EQUALLY INVESTED ... WHAT THIS MEANS:
We believe we have created a better platform for money management. Our inception as a family office led to the creation of our Equally Invested™ culture: This means that everyone at Pathfinder invests in the same portfolios and funds and pays the same fee as our clients. Also, we (employees), along with our families are the largest investors at Pathfinder so your portfolios are invested right alongside ours.
Financial asset returns left much to be desired this year, both in terms of absolute and risk-adjusted returns. For essentially all types of investors, there were not many options for a positive outcome. Global equities: volatility was high in February, only to be followed by a significant summer rebound but followed by another significant dip in the fourth quarter. Fixed income: volatility was also rampant with interest rates, inflation expectations and credit concerns causing upheaval in bonds, pushing most of the curve into negative returns for the year. The returns in equity and fixed income markets, when adjusted for the volatile price action, leaves a lot to be desired. The reasons for the shift this year are quite broad and encompass economic expectations, central bank actions, extended valuations for essentially all assets and political & geopolitical dysfunction. We will address all of these reasons in our various reviews and outlooks. We highlight a few simple statistics here for your consideration:
1) Last year, of the 96 different equity markets that we track, only 10 were below zero; this year was essentially the mirror opposite. Only investors in India, Russia, New Zealand and select Eastern European countries had positive returns.
2) For fixed income investors, the short-end of the US Yield Curve and the US dollar was a refuge, as was Canadian fixed income but not when inflation and taxes were considered.
3) For most of the major world markets, stock prices ended the year in full correction territory (-10%), with many in an official bear market (-20%).
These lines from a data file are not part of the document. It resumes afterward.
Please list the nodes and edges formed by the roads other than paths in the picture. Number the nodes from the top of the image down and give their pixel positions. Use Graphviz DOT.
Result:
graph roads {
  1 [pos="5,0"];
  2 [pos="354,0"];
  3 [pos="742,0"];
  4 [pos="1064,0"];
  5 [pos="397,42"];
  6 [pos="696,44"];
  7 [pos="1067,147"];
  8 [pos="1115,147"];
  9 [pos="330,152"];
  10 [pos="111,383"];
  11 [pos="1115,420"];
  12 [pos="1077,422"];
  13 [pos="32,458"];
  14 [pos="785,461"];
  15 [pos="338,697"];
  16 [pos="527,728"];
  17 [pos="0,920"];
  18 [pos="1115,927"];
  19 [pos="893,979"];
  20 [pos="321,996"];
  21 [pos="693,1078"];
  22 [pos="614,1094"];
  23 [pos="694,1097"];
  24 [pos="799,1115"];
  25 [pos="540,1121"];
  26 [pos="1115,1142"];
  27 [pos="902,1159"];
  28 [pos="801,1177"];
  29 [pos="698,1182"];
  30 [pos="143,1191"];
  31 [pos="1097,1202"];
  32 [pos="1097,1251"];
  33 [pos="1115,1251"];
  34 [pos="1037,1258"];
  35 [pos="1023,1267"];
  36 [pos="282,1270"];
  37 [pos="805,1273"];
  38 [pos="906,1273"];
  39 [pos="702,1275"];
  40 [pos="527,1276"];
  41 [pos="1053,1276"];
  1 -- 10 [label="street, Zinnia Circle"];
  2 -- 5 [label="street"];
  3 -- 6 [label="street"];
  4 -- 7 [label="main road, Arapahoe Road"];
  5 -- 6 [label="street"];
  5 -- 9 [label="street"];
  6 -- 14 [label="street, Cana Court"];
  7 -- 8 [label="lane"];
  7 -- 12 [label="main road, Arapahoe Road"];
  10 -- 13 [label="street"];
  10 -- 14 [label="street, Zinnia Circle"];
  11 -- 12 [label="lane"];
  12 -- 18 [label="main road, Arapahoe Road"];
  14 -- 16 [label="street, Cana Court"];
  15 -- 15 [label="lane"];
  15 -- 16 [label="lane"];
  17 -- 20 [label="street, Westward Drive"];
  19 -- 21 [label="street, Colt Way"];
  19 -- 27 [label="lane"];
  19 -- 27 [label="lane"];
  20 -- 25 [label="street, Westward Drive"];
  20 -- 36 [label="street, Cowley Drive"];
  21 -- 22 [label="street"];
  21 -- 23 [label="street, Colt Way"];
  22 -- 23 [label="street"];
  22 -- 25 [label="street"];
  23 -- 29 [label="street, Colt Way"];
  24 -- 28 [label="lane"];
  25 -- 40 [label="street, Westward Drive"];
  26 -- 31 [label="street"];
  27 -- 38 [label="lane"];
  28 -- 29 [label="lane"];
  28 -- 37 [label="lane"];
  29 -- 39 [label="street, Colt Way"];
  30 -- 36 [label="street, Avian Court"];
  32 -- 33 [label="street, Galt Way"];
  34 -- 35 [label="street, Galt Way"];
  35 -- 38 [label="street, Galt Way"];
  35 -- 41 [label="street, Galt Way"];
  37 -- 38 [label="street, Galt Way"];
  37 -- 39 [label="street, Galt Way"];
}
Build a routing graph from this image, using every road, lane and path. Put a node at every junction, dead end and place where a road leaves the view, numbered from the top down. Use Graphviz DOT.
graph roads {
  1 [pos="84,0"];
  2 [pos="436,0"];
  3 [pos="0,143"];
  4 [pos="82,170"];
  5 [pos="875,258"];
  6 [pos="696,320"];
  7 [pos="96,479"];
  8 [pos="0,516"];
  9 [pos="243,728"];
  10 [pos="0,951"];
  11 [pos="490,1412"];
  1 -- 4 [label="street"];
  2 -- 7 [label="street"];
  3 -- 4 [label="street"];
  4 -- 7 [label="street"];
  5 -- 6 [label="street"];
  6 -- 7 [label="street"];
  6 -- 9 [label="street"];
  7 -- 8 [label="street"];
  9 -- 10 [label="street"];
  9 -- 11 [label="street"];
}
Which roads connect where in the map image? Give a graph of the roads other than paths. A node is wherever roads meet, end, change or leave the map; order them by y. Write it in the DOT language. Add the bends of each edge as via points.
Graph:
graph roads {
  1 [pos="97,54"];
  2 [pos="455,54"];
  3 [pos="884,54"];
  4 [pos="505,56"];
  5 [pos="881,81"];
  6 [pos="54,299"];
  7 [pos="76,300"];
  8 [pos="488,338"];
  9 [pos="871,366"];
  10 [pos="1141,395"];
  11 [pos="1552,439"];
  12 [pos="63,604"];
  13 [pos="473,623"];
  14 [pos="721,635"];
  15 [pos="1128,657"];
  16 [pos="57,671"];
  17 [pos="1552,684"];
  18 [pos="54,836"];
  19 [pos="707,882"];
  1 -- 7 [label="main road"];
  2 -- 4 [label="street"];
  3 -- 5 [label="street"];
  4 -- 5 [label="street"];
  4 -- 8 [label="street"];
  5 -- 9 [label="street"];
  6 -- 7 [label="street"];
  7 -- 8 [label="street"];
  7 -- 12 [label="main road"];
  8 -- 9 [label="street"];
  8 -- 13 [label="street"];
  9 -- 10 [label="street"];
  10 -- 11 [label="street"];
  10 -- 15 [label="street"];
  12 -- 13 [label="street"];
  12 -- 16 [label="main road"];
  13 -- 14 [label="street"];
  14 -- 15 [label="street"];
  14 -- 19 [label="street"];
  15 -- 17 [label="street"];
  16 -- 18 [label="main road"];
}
There were few places to hide this year.
At Pathfinder, we draw a clear distinction between our Core Portfolio (segregated stocks, bonds and cash) and our Pathfinder Funds (our private specialty pooled funds). The investment profiles of these two “baskets” are quite different. The North American Equity Portfolio is managed to produce broad, equity-like market returns but with less risk. The Pathfinder Funds have specialty mandates and are very different vs. a traditional long-only blue-chip portfolio. Our investment thesis is that the combination of these two baskets should produce results that are better than broad equity markets for any given risk level when combined in various mixes, based on client objectives. Blending between these two baskets and fixed income, where appropriate, allows your portfolio manager to target essentially any return and risk level that is appropriate to your situation and financial goals.
Our investment thesis:
The North America Equity Portfolio is the blue-chip part of your portfolio. It should generate long-run equity returns. We select stocks from a list of high-quality, stable cash-flowing companies and allocate to cash when we feel there is too much risk in financial markets or when stock prices are too high (the two are not the same). We also use a 9% long-run cost of capital (similar to the long run return of global equities as represented by the MSCI World Index) as one of the more significant valuation tests when we consider adding a company as an investment into our portfolios. If we are doing our job correctly, we should generate equity like returns with less market risk. We then use the “budgeted risk” saving in this part of the portfolio to allocate capital to the Pathfinder Funds.
The Pathfinder Funds are more aggressive by comparison and are managed for performance (either absolute or relative). Furthermore, each of the risk profiles and investment processes are quite different. This is by design so that we do not introduce a high level of correlation between each fund and the Equity Portfolio. As a generalization, the funds are able to use derivatives, leverage, shorting, trade physical commodities, own privates and typically have higher position concentration. Each fund has its own mandate and a short one-line description is outlined on the next page. Over the coming weeks, you will receive portfolio manager reviews that will dive into more detail about each fund.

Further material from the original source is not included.